A verbatim copy of the data is wanted, minus any picture in it.
** DATA follows **
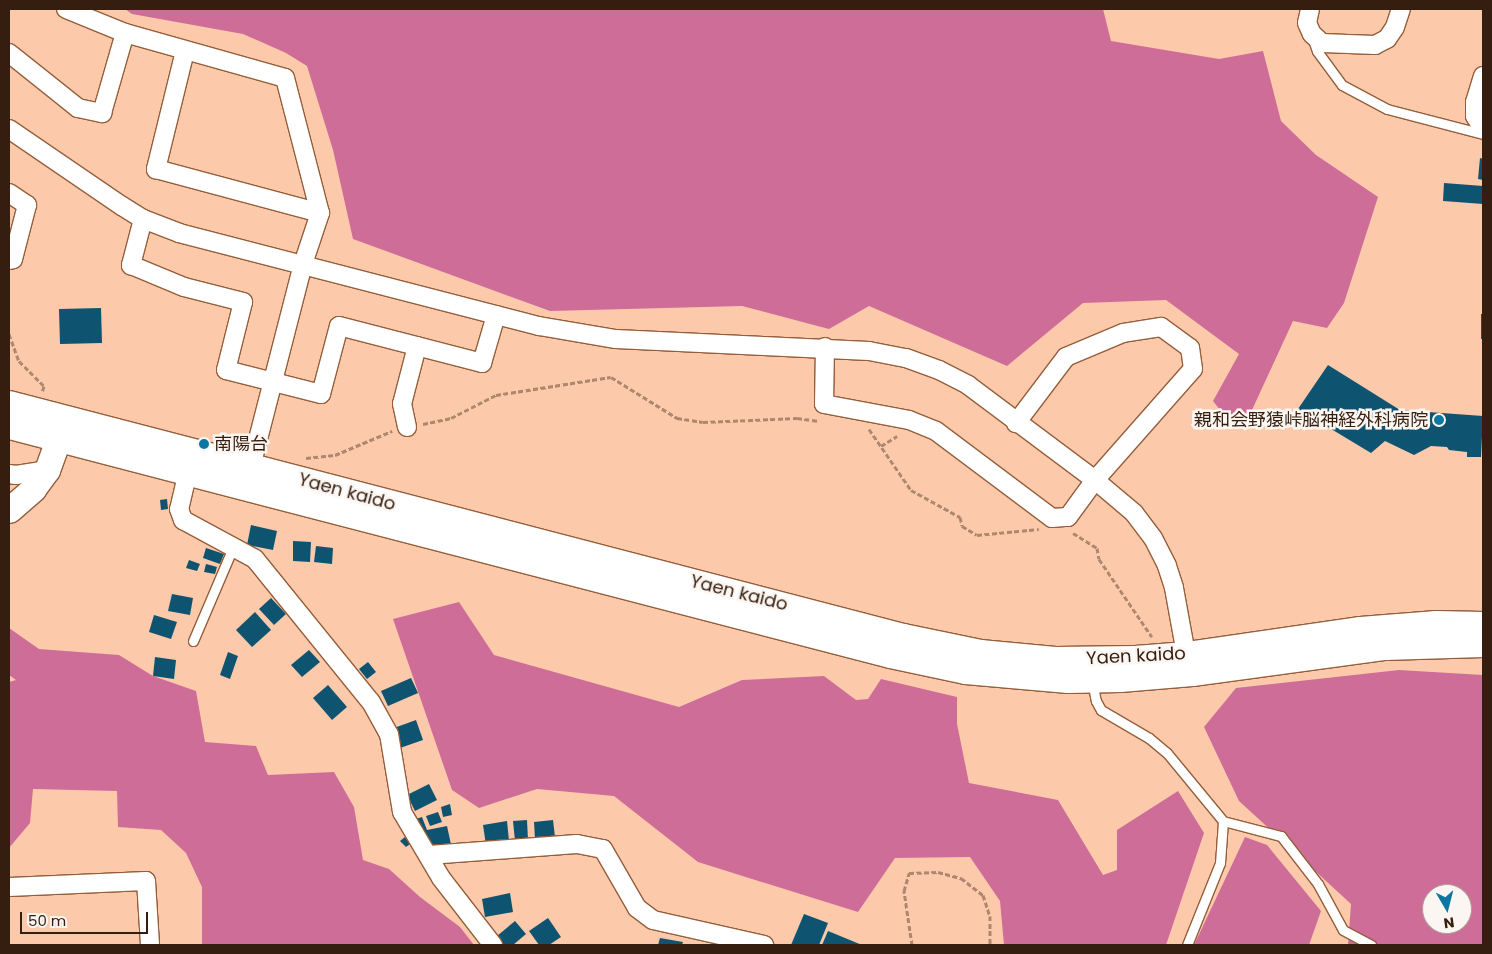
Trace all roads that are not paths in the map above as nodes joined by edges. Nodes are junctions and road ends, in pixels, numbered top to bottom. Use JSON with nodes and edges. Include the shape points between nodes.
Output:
{"nodes":[{"id":1,"x":66,"y":9,"type":"edge"},
{"id":2,"x":1310,"y":9,"type":"edge"},
{"id":3,"x":1401,"y":9,"type":"edge"},
{"id":4,"x":125,"y":33,"type":"junction"},
{"id":5,"x":1312,"y":34,"type":"junction"},
{"id":6,"x":185,"y":51,"type":"junction"},
{"id":7,"x":9,"y":53,"type":"edge"},
{"id":8,"x":1483,"y":76,"type":"edge"},
{"id":9,"x":9,"y":128,"type":"edge"},
{"id":10,"x":1483,"y":129,"type":"edge"},
{"id":11,"x":1483,"y":134,"type":"edge"},
{"id":12,"x":9,"y":193,"type":"edge"},
{"id":13,"x":320,"y":213,"type":"junction"},
{"id":14,"x":143,"y":218,"type":"junction"},
{"id":15,"x":9,"y":260,"type":"edge"},
{"id":16,"x":303,"y":264,"type":"junction"},
{"id":17,"x":496,"y":315,"type":"junction"},
{"id":18,"x":417,"y":346,"type":"junction"},
{"id":19,"x":825,"y":347,"type":"junction"},
{"id":20,"x":273,"y":382,"type":"junction"},
{"id":21,"x":9,"y":403,"type":"edge"},
{"id":22,"x":1016,"y":422,"type":"junction"},
{"id":23,"x":9,"y":426,"type":"edge"},
{"id":24,"x":407,"y":427,"type":"road end"},
{"id":25,"x":62,"y":429,"type":"junction"},
{"id":26,"x":251,"y":466,"type":"junction"},
{"id":27,"x":47,"y":470,"type":"junction"},
{"id":28,"x":188,"y":471,"type":"junction"},
{"id":29,"x":9,"y":474,"type":"edge"},
{"id":30,"x":1096,"y":480,"type":"junction"},
{"id":31,"x":9,"y":510,"type":"edge"},
{"id":32,"x":233,"y":547,"type":"junction"},
{"id":33,"x":1483,"y":624,"type":"edge"},
{"id":34,"x":193,"y":640,"type":"dead end"},
{"id":35,"x":1483,"y":644,"type":"edge"},
{"id":36,"x":1186,"y":654,"type":"junction"},
{"id":37,"x":1092,"y":680,"type":"junction"},
{"id":38,"x":1223,"y":821,"type":"junction"},
{"id":39,"x":429,"y":855,"type":"junction"},
{"id":40,"x":9,"y":887,"type":"edge"},
{"id":41,"x":150,"y":945,"type":"edge"},
{"id":42,"x":493,"y":945,"type":"edge"},
{"id":43,"x":764,"y":945,"type":"edge"},
{"id":44,"x":1187,"y":945,"type":"edge"},
{"id":45,"x":1371,"y":945,"type":"edge"}],
"edges":[{"from":1,"to":4,"type":"street"},
{"from":2,"to":5,"type":"street","via":[[1307,23]]},
{"from":3,"to":5,"type":"street","via":[[1395,27],[1386,39],[1375,45],[1322,43]]},
{"from":4,"to":6,"type":"street"},
{"from":4,"to":7,"type":"street","via":[[102,113],[78,108]]},
{"from":5,"to":11,"type":"lane","via":[[1317,51],[1342,85],[1387,109]]},
{"from":6,"to":13,"type":"street","via":[[285,78]]},
{"from":6,"to":13,"type":"street","via":[[156,169]]},
{"from":8,"to":10,"type":"street","via":[[1475,102],[1475,116]]},
{"from":9,"to":14,"type":"street"},
{"from":12,"to":15,"type":"street","via":[[27,205],[13,259]]},
{"from":13,"to":16,"type":"street"},
{"from":14,"to":16,"type":"street","via":[[179,233]]},
{"from":14,"to":20,"type":"street","via":[[131,265],[184,287],[244,302],[226,370]]},
{"from":16,"to":17,"type":"street"},
{"from":16,"to":20,"type":"street"},
{"from":17,"to":18,"type":"street","via":[[482,364]]},
{"from":17,"to":19,"type":"street","via":[[538,326],[616,339]]},
{"from":18,"to":20,"type":"street","via":[[339,326],[321,394]]},
{"from":18,"to":24,"type":"street","via":[[402,404]]},
{"from":19,"to":22,"type":"street","via":[[906,358],[939,370],[968,386]]},
{"from":19,"to":30,"type":"street","via":[[824,404],[908,420],[936,431],[1052,518],[1068,517]]},
{"from":20,"to":26,"type":"street"},
{"from":21,"to":25,"type":"main road","name":"Yaen kaido"},
{"from":22,"to":30,"type":"street"},
{"from":22,"to":30,"type":"street","via":[[1066,357],[1122,333],[1161,327],[1190,348],[1193,369]]},
{"from":23,"to":25,"type":"main road","name":"Yaen kaido"},
{"from":25,"to":26,"type":"main road","name":"Yaen kaido"},
{"from":25,"to":27,"type":"main road"},
{"from":25,"to":28,"type":"main road","name":"Yaen kaido"},
{"from":26,"to":36,"type":"main road","name":"Yaen kaido","via":[[942,645],[1018,657],[1055,659]]},
{"from":27,"to":29,"type":"street"},
{"from":27,"to":31,"type":"main road","via":[[33,489]]},
{"from":28,"to":32,"type":"street","via":[[179,509],[183,520]]},
{"from":28,"to":37,"type":"main road","name":"Yaen kaido","via":[[890,654],[965,671]]},
{"from":30,"to":36,"type":"street","via":[[1134,513],[1168,566]]},
{"from":32,"to":34,"type":"lane"},
{"from":32,"to":39,"type":"street","via":[[254,559],[371,702],[389,734],[402,812]]},
{"from":33,"to":36,"type":"main road","name":"Yaen kaido","via":[[1360,629]]},
{"from":35,"to":37,"type":"main road","name":"Yaen kaido","via":[[1385,647],[1192,673]]},
{"from":37,"to":38,"type":"lane","via":[[1101,710],[1150,738],[1167,753]]},
{"from":38,"to":44,"type":"lane","via":[[1220,863]]},
{"from":38,"to":45,"type":"lane","via":[[1281,836],[1318,884],[1343,930]]},
{"from":39,"to":42,"type":"street","via":[[441,878]]},
{"from":39,"to":43,"type":"street","via":[[577,844],[602,849],[637,908],[653,920]]},
{"from":40,"to":41,"type":"street","via":[[146,881]]}]}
** End of DATA **
_EXERCISE ANSWER_:
Trace all roads that are not paths in the map above as nodes joined by edges. Nodes are junctions and road ends, in pixels, numbered top to bottom. Use JSON with nodes and edges. Include the shape points between nodes.
Output:
{"nodes":[{"id":1,"x":66,"y":9,"type":"edge"},
{"id":2,"x":1310,"y":9,"type":"edge"},
{"id":3,"x":1401,"y":9,"type":"edge"},
{"id":4,"x":125,"y":33,"type":"junction"},
{"id":5,"x":1312,"y":34,"type":"junction"},
{"id":6,"x":185,"y":51,"type":"junction"},
{"id":7,"x":9,"y":53,"type":"edge"},
{"id":8,"x":1483,"y":76,"type":"edge"},
{"id":9,"x":9,"y":128,"type":"edge"},
{"id":10,"x":1483,"y":129,"type":"edge"},
{"id":11,"x":1483,"y":134,"type":"edge"},
{"id":12,"x":9,"y":193,"type":"edge"},
{"id":13,"x":320,"y":213,"type":"junction"},
{"id":14,"x":143,"y":218,"type":"junction"},
{"id":15,"x":9,"y":260,"type":"edge"},
{"id":16,"x":303,"y":264,"type":"junction"},
{"id":17,"x":496,"y":315,"type":"junction"},
{"id":18,"x":417,"y":346,"type":"junction"},
{"id":19,"x":825,"y":347,"type":"junction"},
{"id":20,"x":273,"y":382,"type":"junction"},
{"id":21,"x":9,"y":403,"type":"edge"},
{"id":22,"x":1016,"y":422,"type":"junction"},
{"id":23,"x":9,"y":426,"type":"edge"},
{"id":24,"x":407,"y":427,"type":"road end"},
{"id":25,"x":62,"y":429,"type":"junction"},
{"id":26,"x":251,"y":466,"type":"junction"},
{"id":27,"x":47,"y":470,"type":"junction"},
{"id":28,"x":188,"y":471,"type":"junction"},
{"id":29,"x":9,"y":474,"type":"edge"},
{"id":30,"x":1096,"y":480,"type":"junction"},
{"id":31,"x":9,"y":510,"type":"edge"},
{"id":32,"x":233,"y":547,"type":"junction"},
{"id":33,"x":1483,"y":624,"type":"edge"},
{"id":34,"x":193,"y":640,"type":"dead end"},
{"id":35,"x":1483,"y":644,"type":"edge"},
{"id":36,"x":1186,"y":654,"type":"junction"},
{"id":37,"x":1092,"y":680,"type":"junction"},
{"id":38,"x":1223,"y":821,"type":"junction"},
{"id":39,"x":429,"y":855,"type":"junction"},
{"id":40,"x":9,"y":887,"type":"edge"},
{"id":41,"x":150,"y":945,"type":"edge"},
{"id":42,"x":493,"y":945,"type":"edge"},
{"id":43,"x":764,"y":945,"type":"edge"},
{"id":44,"x":1187,"y":945,"type":"edge"},
{"id":45,"x":1371,"y":945,"type":"edge"}],
"edges":[{"from":1,"to":4,"type":"street"},
{"from":2,"to":5,"type":"street","via":[[1307,23]]},
{"from":3,"to":5,"type":"street","via":[[1395,27],[1386,39],[1375,45],[1322,43]]},
{"from":4,"to":6,"type":"street"},
{"from":4,"to":7,"type":"street","via":[[102,113],[78,108]]},
{"from":5,"to":11,"type":"lane","via":[[1317,51],[1342,85],[1387,109]]},
{"from":6,"to":13,"type":"street","via":[[285,78]]},
{"from":6,"to":13,"type":"street","via":[[156,169]]},
{"from":8,"to":10,"type":"street","via":[[1475,102],[1475,116]]},
{"from":9,"to":14,"type":"street"},
{"from":12,"to":15,"type":"street","via":[[27,205],[13,259]]},
{"from":13,"to":16,"type":"street"},
{"from":14,"to":16,"type":"street","via":[[179,233]]},
{"from":14,"to":20,"type":"street","via":[[131,265],[184,287],[244,302],[226,370]]},
{"from":16,"to":17,"type":"street"},
{"from":16,"to":20,"type":"street"},
{"from":17,"to":18,"type":"street","via":[[482,364]]},
{"from":17,"to":19,"type":"street","via":[[538,326],[616,339]]},
{"from":18,"to":20,"type":"street","via":[[339,326],[321,394]]},
{"from":18,"to":24,"type":"street","via":[[402,404]]},
{"from":19,"to":22,"type":"street","via":[[906,358],[939,370],[968,386]]},
{"from":19,"to":30,"type":"street","via":[[824,404],[908,420],[936,431],[1052,518],[1068,517]]},
{"from":20,"to":26,"type":"street"},
{"from":21,"to":25,"type":"main road","name":"Yaen kaido"},
{"from":22,"to":30,"type":"street"},
{"from":22,"to":30,"type":"street","via":[[1066,357],[1122,333],[1161,327],[1190,348],[1193,369]]},
{"from":23,"to":25,"type":"main road","name":"Yaen kaido"},
{"from":25,"to":26,"type":"main road","name":"Yaen kaido"},
{"from":25,"to":27,"type":"main road"},
{"from":25,"to":28,"type":"main road","name":"Yaen kaido"},
{"from":26,"to":36,"type":"main road","name":"Yaen kaido","via":[[942,645],[1018,657],[1055,659]]},
{"from":27,"to":29,"type":"street"},
{"from":27,"to":31,"type":"main road","via":[[33,489]]},
{"from":28,"to":32,"type":"street","via":[[179,509],[183,520]]},
{"from":28,"to":37,"type":"main road","name":"Yaen kaido","via":[[890,654],[965,671]]},
{"from":30,"to":36,"type":"street","via":[[1134,513],[1168,566]]},
{"from":32,"to":34,"type":"lane"},
{"from":32,"to":39,"type":"street","via":[[254,559],[371,702],[389,734],[402,812]]},
{"from":33,"to":36,"type":"main road","name":"Yaen kaido","via":[[1360,629]]},
{"from":35,"to":37,"type":"main road","name":"Yaen kaido","via":[[1385,647],[1192,673]]},
{"from":37,"to":38,"type":"lane","via":[[1101,710],[1150,738],[1167,753]]},
{"from":38,"to":44,"type":"lane","via":[[1220,863]]},
{"from":38,"to":45,"type":"lane","via":[[1281,836],[1318,884],[1343,930]]},
{"from":39,"to":42,"type":"street","via":[[441,878]]},
{"from":39,"to":43,"type":"street","via":[[577,844],[602,849],[637,908],[653,920]]},
{"from":40,"to":41,"type":"street","via":[[146,881]]}]}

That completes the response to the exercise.